◆ **PROBLEM TO WORK ON**: As the answer, give every line of the records that includes the word "Кольцевая".

◆ **RECORDS FOR PROCESSING**:

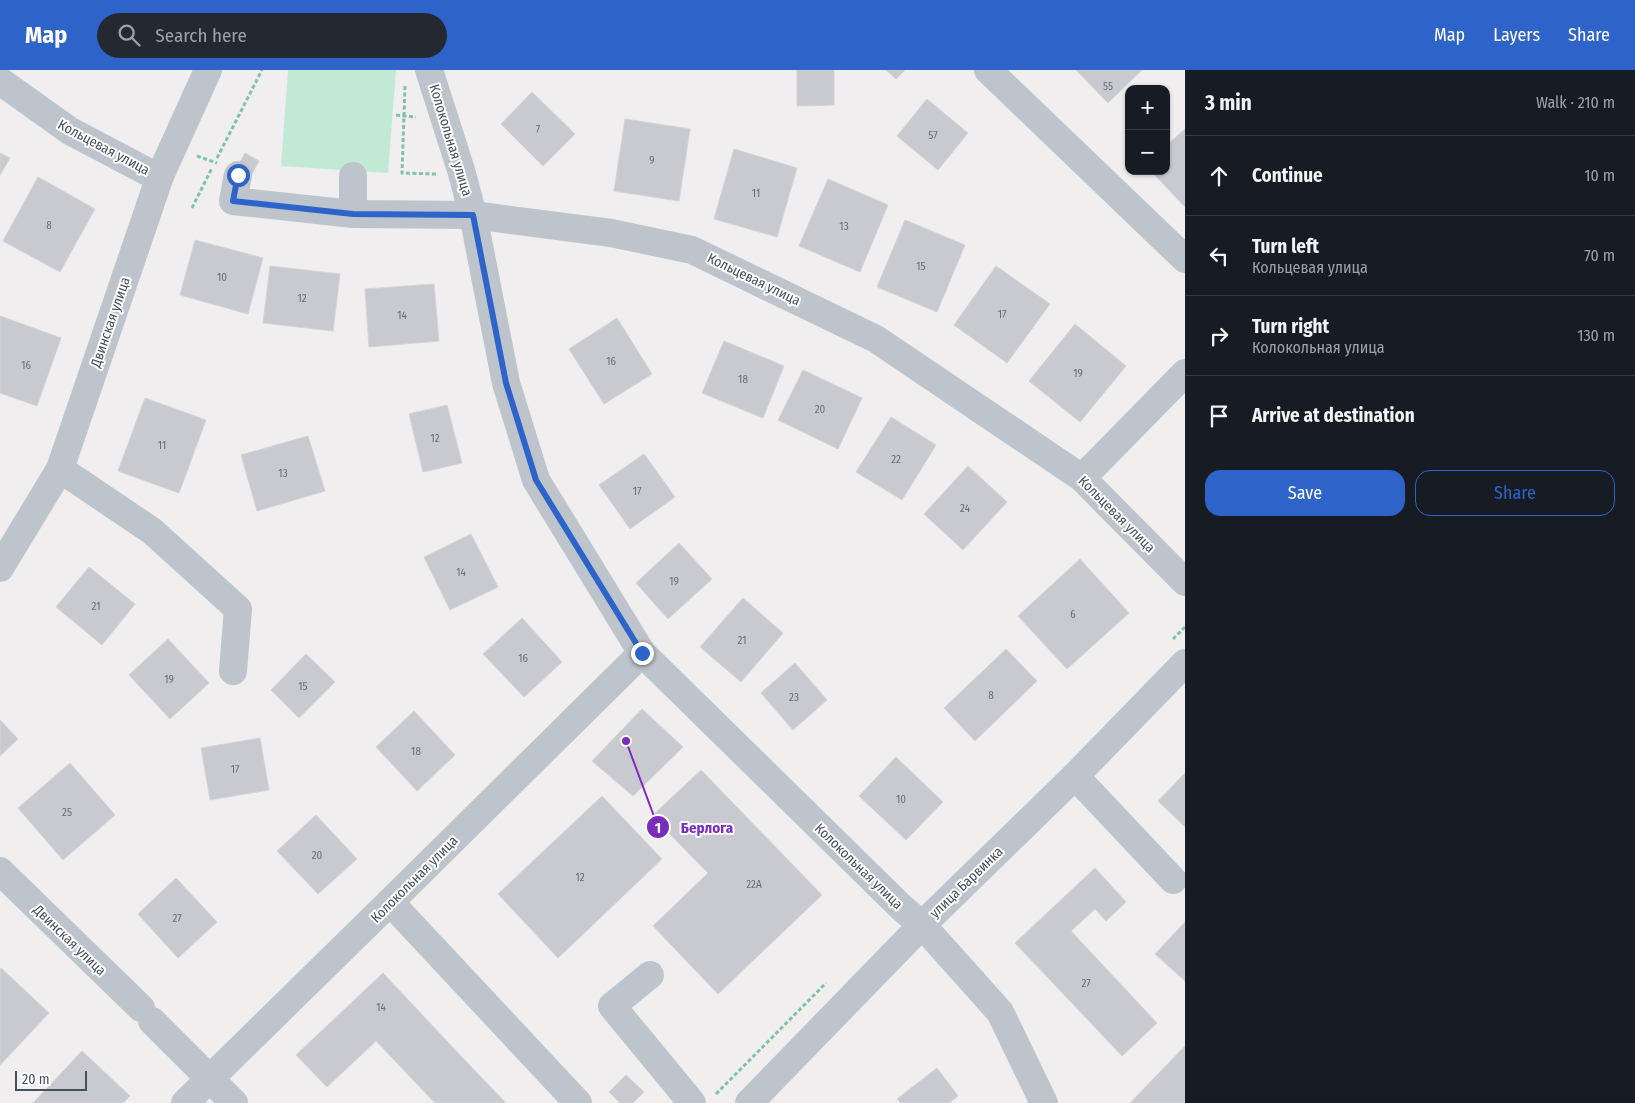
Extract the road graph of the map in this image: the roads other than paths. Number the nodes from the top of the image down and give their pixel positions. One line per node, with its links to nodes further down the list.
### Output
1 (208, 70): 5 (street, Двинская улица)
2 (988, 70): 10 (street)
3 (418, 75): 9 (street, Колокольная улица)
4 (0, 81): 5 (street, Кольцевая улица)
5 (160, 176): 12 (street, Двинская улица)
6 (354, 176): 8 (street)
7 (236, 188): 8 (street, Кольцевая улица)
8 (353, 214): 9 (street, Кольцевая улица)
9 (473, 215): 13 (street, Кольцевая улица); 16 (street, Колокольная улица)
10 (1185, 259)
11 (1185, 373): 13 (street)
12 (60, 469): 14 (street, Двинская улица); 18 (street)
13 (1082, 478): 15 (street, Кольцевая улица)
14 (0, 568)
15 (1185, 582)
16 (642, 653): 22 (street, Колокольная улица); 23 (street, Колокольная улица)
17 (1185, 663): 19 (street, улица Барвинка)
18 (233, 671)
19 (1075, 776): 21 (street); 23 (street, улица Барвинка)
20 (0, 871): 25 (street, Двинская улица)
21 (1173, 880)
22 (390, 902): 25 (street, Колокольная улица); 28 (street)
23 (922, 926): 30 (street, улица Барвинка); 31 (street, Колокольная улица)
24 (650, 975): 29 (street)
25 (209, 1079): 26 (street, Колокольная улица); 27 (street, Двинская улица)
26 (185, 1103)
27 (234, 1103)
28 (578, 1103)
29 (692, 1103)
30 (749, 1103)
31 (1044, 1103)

◆ **ANSWER SECTION**:
4 (0, 81): 5 (street, Кольцевая улица)
7 (236, 188): 8 (street, Кольцевая улица)
8 (353, 214): 9 (street, Кольцевая улица)
9 (473, 215): 13 (street, Кольцевая улица); 16 (street, Колокольная улица)
13 (1082, 478): 15 (street, Кольцевая улица)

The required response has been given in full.